We're about be in for a season of Democrats trying to extend voting rights through federal legislation, which is their constitutional right through Congress. It's going to be a complex struggle.
And meanwhile, Republicans are trying to reduce who can vote, as an Arizona lawyer defending restrictions explained to the Supreme Court last week:
“What’s the interest of the Arizona RNC in keeping, say, the out-of-precinct ballot disqualification rules on the books?" Justice Amy Coney Barrett asked, referencing legal standing.
“Because it puts us at a competitive disadvantage relative to Democrats,” said Michael Carvin, the lawyer defending the state's restrictions. “Politics is a zero-sum game. And every extra vote they get through unlawful interpretation of Section 2 hurts us, it’s the difference between winning an election 50-49 and losing an election 51 to 50.”
He thinks everyone voting is unfair and must be illegal! GOPer rejection of majority rule is getting explicit and very ugly.
But horrible as this is, something perfectly amazing just happened in Virginia.
Not so long ago, Virginia was Dixie, the land of celebrating the Confederacy, Jefferson Davis, and Robert E. Lee. It was a place that still had segregated toilets in my youth -- driving through with my mother escaping Buffalo winters on spring break, I marveled in horror.

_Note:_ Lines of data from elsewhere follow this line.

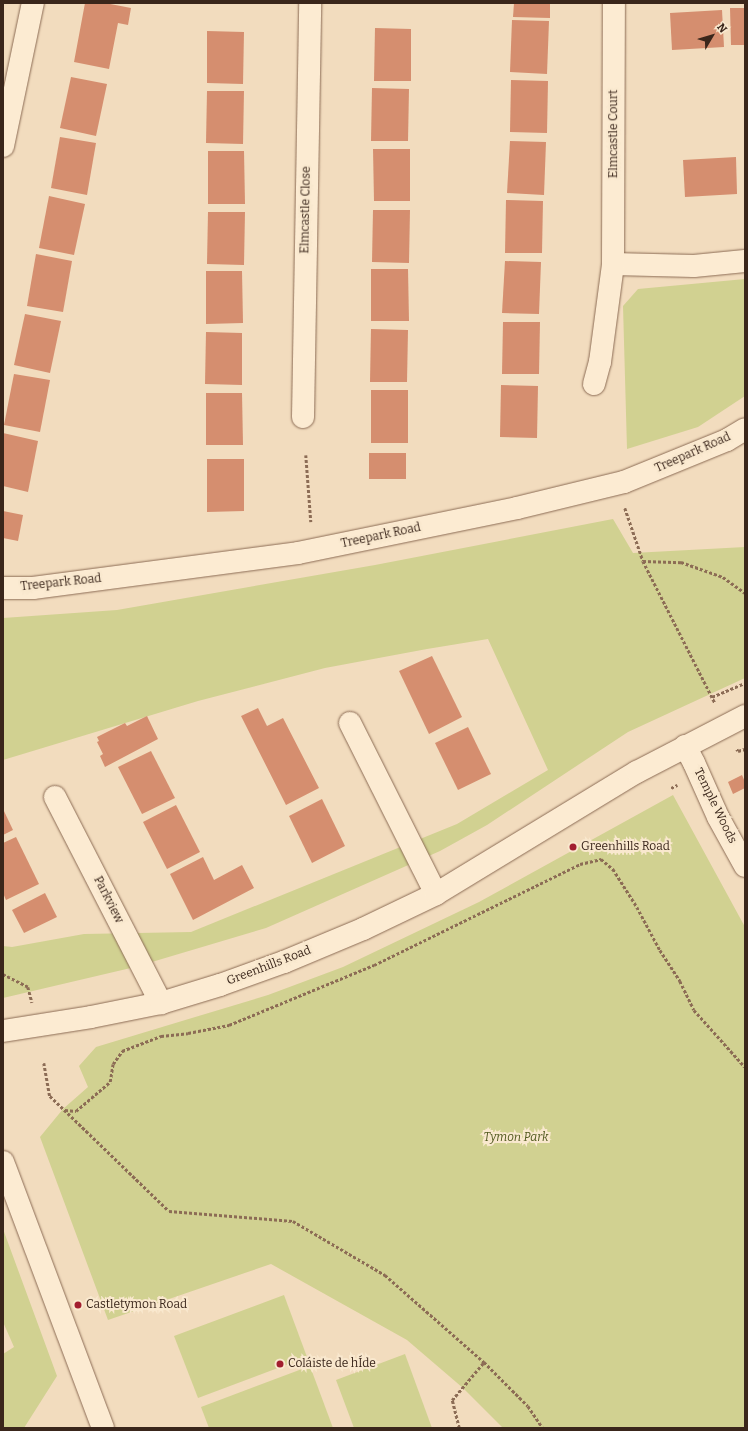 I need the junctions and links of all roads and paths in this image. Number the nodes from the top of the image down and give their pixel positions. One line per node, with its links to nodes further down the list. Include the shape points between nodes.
1 (33, 3): 4 (street)
2 (310, 3): 8 (street, Elmcastle Close)
3 (614, 3): 6 (street, Elmcastle Court)
4 (3, 146)
5 (745, 262): 6 (street, via 694,266)
6 (613, 264): 7 (street, Elmcastle Court, via 600,362)
7 (594, 384)
8 (302, 417)
9 (745, 429): 14 (street, Treepark Road, via 727,440 624,482 517,508 298,553 40,587)
10 (306, 455): 12 (path)
11 (624, 504): 13 (path)
12 (311, 522)
13 (643, 560): 15 (path, via 681,562 723,577); 17 (path)
14 (3, 588)
15 (745, 593)
16 (745, 683): 17 (path)
17 (712, 697): 18 (path)
18 (717, 707)
19 (745, 716): 21 (street, Greenhills Road)
20 (350, 723): 24 (street)
21 (685, 746): 23 (street, Temple Woods, via 718,817); 24 (street, Greenhills Road, via 637,772)
22 (55, 797): 26 (street, Parkview)
23 (745, 866)
24 (436, 894): 26 (street, Greenhills Road, via 363,929 284,962)
25 (3, 974): 27 (path, via 28,987)
26 (161, 1003): 28 (street, Greenhills Road)
27 (32, 1004)
28 (3, 1031)
29 (44, 1063): 31 (path, via 50,1096)
30 (745, 1067): 31 (path, via 694,1010 637,907 613,870 600,859 580,864 374,965 229,1024 188,1034 161,1036 122,1051 113,1064 110,1082 76,1111)
31 (65, 1110): 33 (path, via 169,1211 293,1221 385,1275)
32 (3, 1162): 34 (street)
33 (484, 1362): 35 (path, via 452,1400); 36 (path, via 528,1406)
34 (103, 1428)
35 (459, 1428)
36 (542, 1428)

In the last few years, an emerging majority of people of color and a significant fraction of suburban whites in the DC and Richmond suburbs have won the state legislature and governor's office for Democrats. That new majority worked to pass a Voting Right Act for the state. Listen to a legislator, Delegate Marcia Price, and share her delight in this once unthinkable accomplishment:
"There is nothing extraordinary about us that do the work. It is just the choosing to do it. So whatever your lane is, whatever your time, talent and resources can get done ... GO DO THAT!"